— Input for this task —
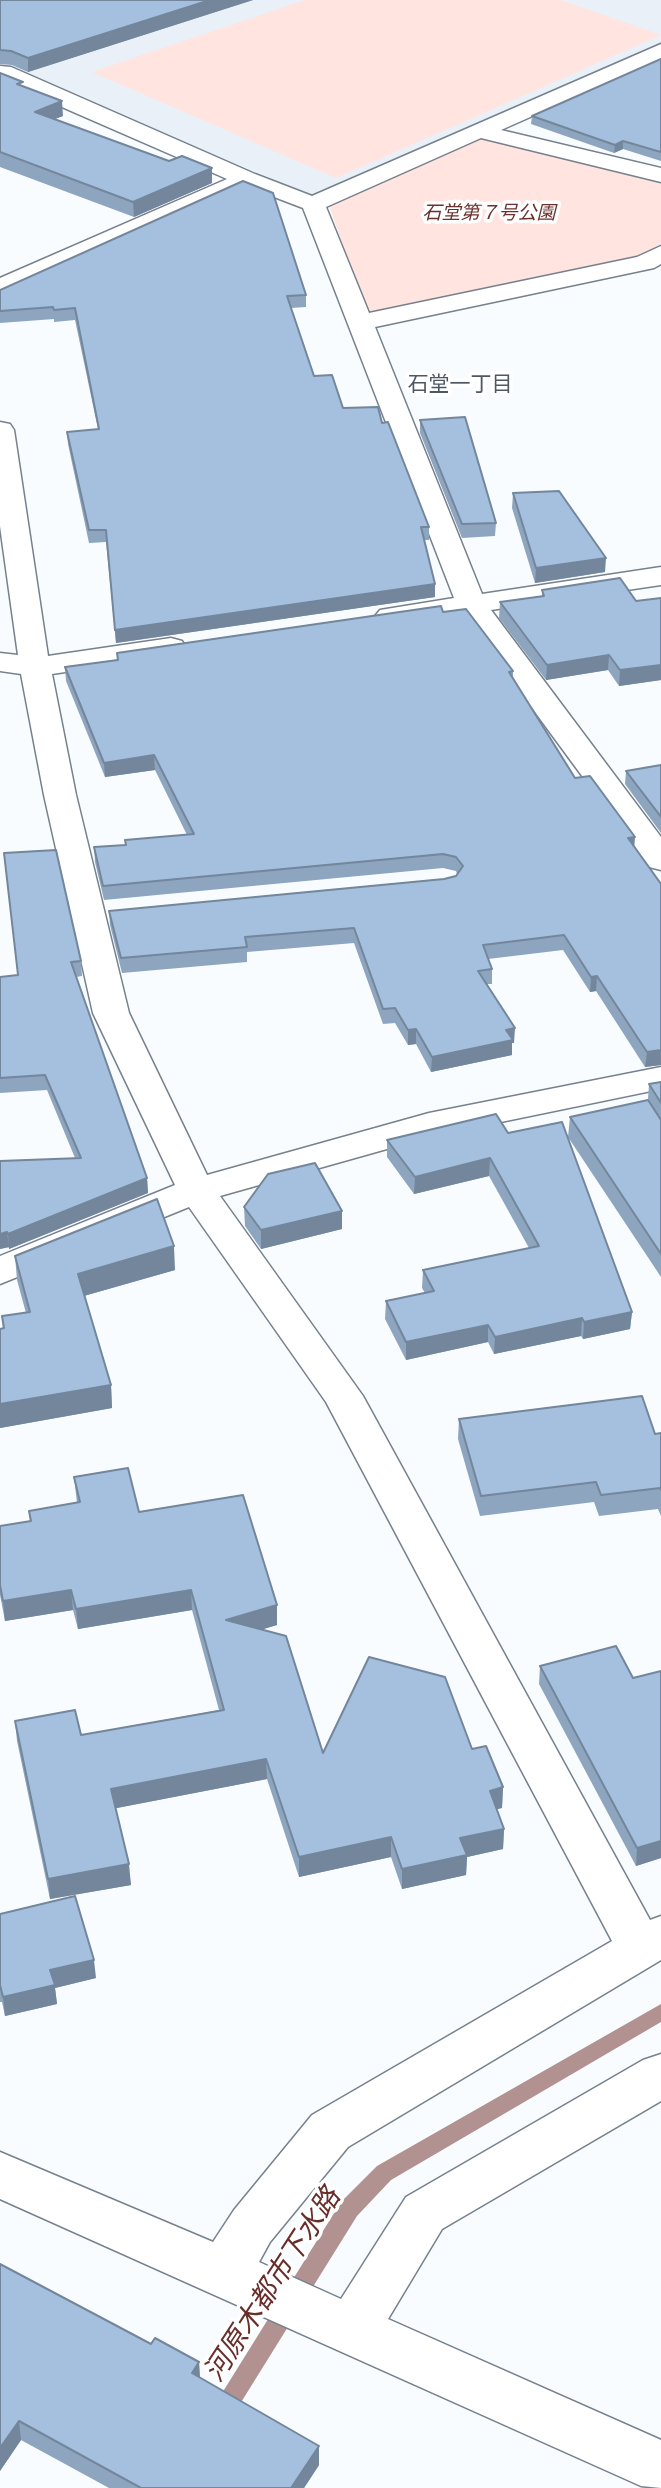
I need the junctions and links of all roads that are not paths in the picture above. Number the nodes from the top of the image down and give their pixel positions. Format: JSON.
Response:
{"nodes":[{"id":1,"x":661,"y":51,"type":"edge"},
{"id":2,"x":0,"y":73,"type":"edge"},
{"id":3,"x":479,"y":131,"type":"junction"},
{"id":4,"x":661,"y":175,"type":"edge"},
{"id":5,"x":247,"y":179,"type":"junction"},
{"id":6,"x":313,"y":204,"type":"junction"},
{"id":7,"x":656,"y":266,"type":"edge"},
{"id":8,"x":0,"y":287,"type":"edge"},
{"id":9,"x":359,"y":323,"type":"junction"},
{"id":10,"x":0,"y":430,"type":"edge"},
{"id":11,"x":661,"y":576,"type":"edge"},
{"id":12,"x":471,"y":604,"type":"junction"},
{"id":13,"x":362,"y":620,"type":"edge"},
{"id":14,"x":198,"y":643,"type":"edge"},
{"id":15,"x":17,"y":665,"type":"edge"},
{"id":16,"x":661,"y":860,"type":"edge"},
{"id":17,"x":661,"y":1078,"type":"edge"},
{"id":18,"x":195,"y":1190,"type":"junction"},
{"id":19,"x":0,"y":1271,"type":"edge"},
{"id":20,"x":650,"y":1942,"type":"edge"},
{"id":21,"x":661,"y":2075,"type":"edge"},
{"id":22,"x":0,"y":2175,"type":"edge"},
{"id":23,"x":224,"y":2272,"type":"junction"},
{"id":24,"x":352,"y":2329,"type":"junction"},
{"id":25,"x":652,"y":2473,"type":"edge"}],
"edges":[{"from":1,"to":3,"type":"street"},
{"from":2,"to":5,"type":"street"},
{"from":3,"to":4,"type":"street"},
{"from":3,"to":6,"type":"street"},
{"from":5,"to":6,"type":"street"},
{"from":5,"to":8,"type":"street"},
{"from":6,"to":9,"type":"street"},
{"from":7,"to":9,"type":"street"},
{"from":9,"to":12,"type":"street"},
{"from":10,"to":15,"type":"street"},
{"from":11,"to":12,"type":"street"},
{"from":12,"to":13,"type":"street"},
{"from":12,"to":16,"type":"street"},
{"from":14,"to":15,"type":"street"},
{"from":15,"to":18,"type":"street"},
{"from":17,"to":18,"type":"street"},
{"from":18,"to":19,"type":"street"},
{"from":18,"to":20,"type":"street"},
{"from":20,"to":23,"type":"street"},
{"from":21,"to":24,"type":"street"},
{"from":22,"to":23,"type":"street"},
{"from":23,"to":24,"type":"street"},
{"from":24,"to":25,"type":"street"}]}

— Problem statement —
No picture belongs in the copy; return the rest of the listing exactly.

— Output of the task —
I need the junctions and links of all roads that are not paths in the picture above. Number the nodes from the top of the image down and give their pixel positions. Format: JSON.
Response:
{"nodes":[{"id":1,"x":661,"y":51,"type":"edge"},
{"id":2,"x":0,"y":73,"type":"edge"},
{"id":3,"x":479,"y":131,"type":"junction"},
{"id":4,"x":661,"y":175,"type":"edge"},
{"id":5,"x":247,"y":179,"type":"junction"},
{"id":6,"x":313,"y":204,"type":"junction"},
{"id":7,"x":656,"y":266,"type":"edge"},
{"id":8,"x":0,"y":287,"type":"edge"},
{"id":9,"x":359,"y":323,"type":"junction"},
{"id":10,"x":0,"y":430,"type":"edge"},
{"id":11,"x":661,"y":576,"type":"edge"},
{"id":12,"x":471,"y":604,"type":"junction"},
{"id":13,"x":362,"y":620,"type":"edge"},
{"id":14,"x":198,"y":643,"type":"edge"},
{"id":15,"x":17,"y":665,"type":"edge"},
{"id":16,"x":661,"y":860,"type":"edge"},
{"id":17,"x":661,"y":1078,"type":"edge"},
{"id":18,"x":195,"y":1190,"type":"junction"},
{"id":19,"x":0,"y":1271,"type":"edge"},
{"id":20,"x":650,"y":1942,"type":"edge"},
{"id":21,"x":661,"y":2075,"type":"edge"},
{"id":22,"x":0,"y":2175,"type":"edge"},
{"id":23,"x":224,"y":2272,"type":"junction"},
{"id":24,"x":352,"y":2329,"type":"junction"},
{"id":25,"x":652,"y":2473,"type":"edge"}],
"edges":[{"from":1,"to":3,"type":"street"},
{"from":2,"to":5,"type":"street"},
{"from":3,"to":4,"type":"street"},
{"from":3,"to":6,"type":"street"},
{"from":5,"to":6,"type":"street"},
{"from":5,"to":8,"type":"street"},
{"from":6,"to":9,"type":"street"},
{"from":7,"to":9,"type":"street"},
{"from":9,"to":12,"type":"street"},
{"from":10,"to":15,"type":"street"},
{"from":11,"to":12,"type":"street"},
{"from":12,"to":13,"type":"street"},
{"from":12,"to":16,"type":"street"},
{"from":14,"to":15,"type":"street"},
{"from":15,"to":18,"type":"street"},
{"from":17,"to":18,"type":"street"},
{"from":18,"to":19,"type":"street"},
{"from":18,"to":20,"type":"street"},
{"from":20,"to":23,"type":"street"},
{"from":21,"to":24,"type":"street"},
{"from":22,"to":23,"type":"street"},
{"from":23,"to":24,"type":"street"},
{"from":24,"to":25,"type":"street"}]}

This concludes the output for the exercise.